At the same time, a thread of increasing domestic tension (and often hostility) runs beneath the surface of every exchange between Simon and Minty, like Simon frequently rolling his eyes at Minty's malapropisms or Simon sarcastically commenting on Minty's cooking skills, along with some not-so-subtle hints about Simon's repressed sexual orientation. The couple illustrate aspects of the British class divide, with Minty as a middle-class social climber who married Simon for his status. She constantly brags about her high station in life, while also seeming to run the Quill and Tassel's kitchens single-handed. A running joke in the series is Simon's crush on his tennis instructor José Luis (David Tennant). José Luis dies before episode eight, and Simon and Minty cook a meal to remember him in this episode. At the dinner, Simon is introduced to a new tennis coach, also played by David Tennant. Both Marchmonts are obsessed with their dog, Sam, going so far as to throw a birthday party (complete with other dog guests) for him. The birthday cake prepared for the party contains huge amounts of chocolate, which can make dogs extremely sick—a rather macabre joke.

The common use of websites in television programmes is often spoofed as well, with items such as www.sexmexavocado.com and www.arthurleggbourkersfarmnearbanbury.co.uk appearing as subtitles on screen.

Finally, each episode concludes with teaser for the next episode and a short faux promotional piece for a jar of something from the Posh Nosh range at your local purveyor of all foods fine and extraordinary. Each item on offer is progressively more ridiculous.
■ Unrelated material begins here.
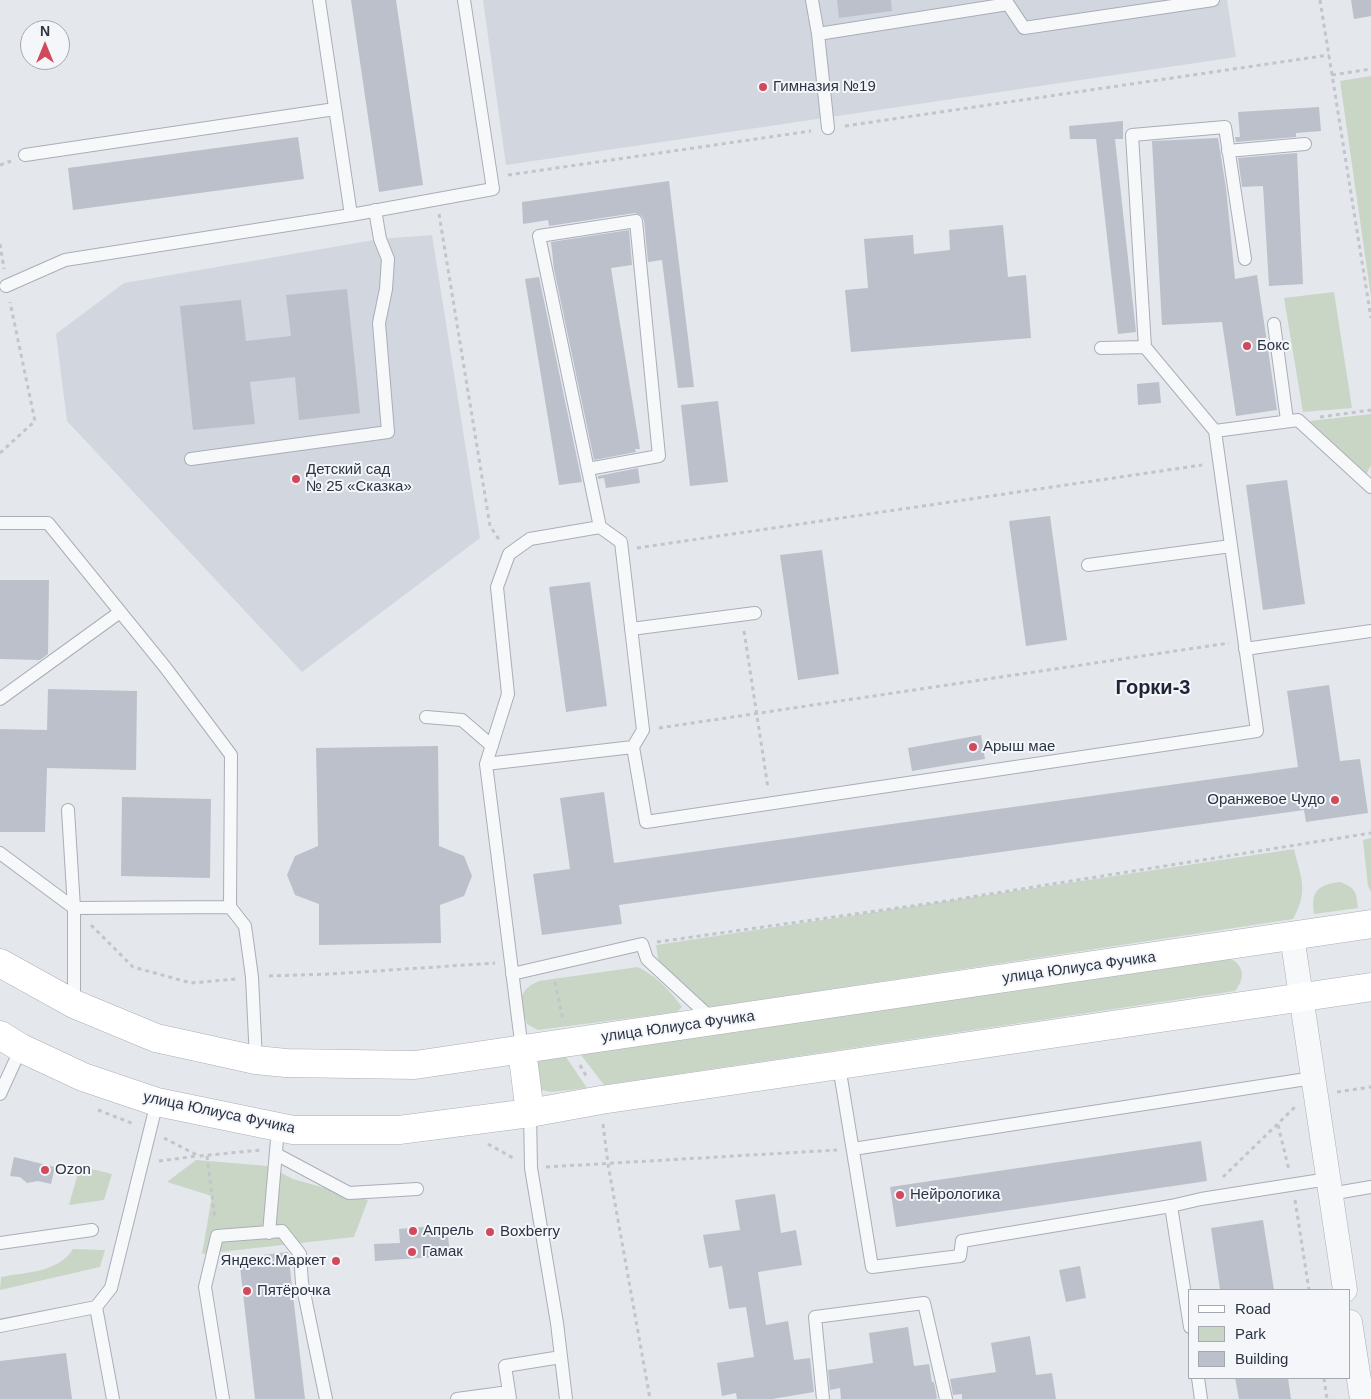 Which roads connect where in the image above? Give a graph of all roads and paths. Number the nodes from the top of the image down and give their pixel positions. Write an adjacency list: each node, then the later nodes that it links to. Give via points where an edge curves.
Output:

For example, here is the close from the episode about architect's fish and chips (as distinct from builder's fish and chips):

- Minty: Join us next week on Posh Nosh, when I'll be disabling a partridge in its own jus.
- (closing theme as the credits slide by, right to left, very quickly)
- (pause at the end of the third line)
- Promo: From the Posh Nosh range, dried John Dory thins in basil aioli.
- (last line of closing theme)

The voiceover for these promotionals is performed by Joanna Lumley.

Episodes are available on YouTube in low quality.

==Theme song==
The arty and refined opening and closing theme for Posh Nosh is taken from the traditional Scottish ballad "The Raggle Taggle Gypsies", in a 1956 recording by countertenor Alfred Deller to guitar accompaniment by Desmond Dupré. It uses the following verses from the ballad:

Opening theme:

What care I for my house and my land?

What care I for my treasure, O?

What care I for my new-wedded lord,

I'm off with the raggle taggle gipsies, O!

Closing theme:

What care I for a goose feather bed

With the sheet turned down so bravely, O?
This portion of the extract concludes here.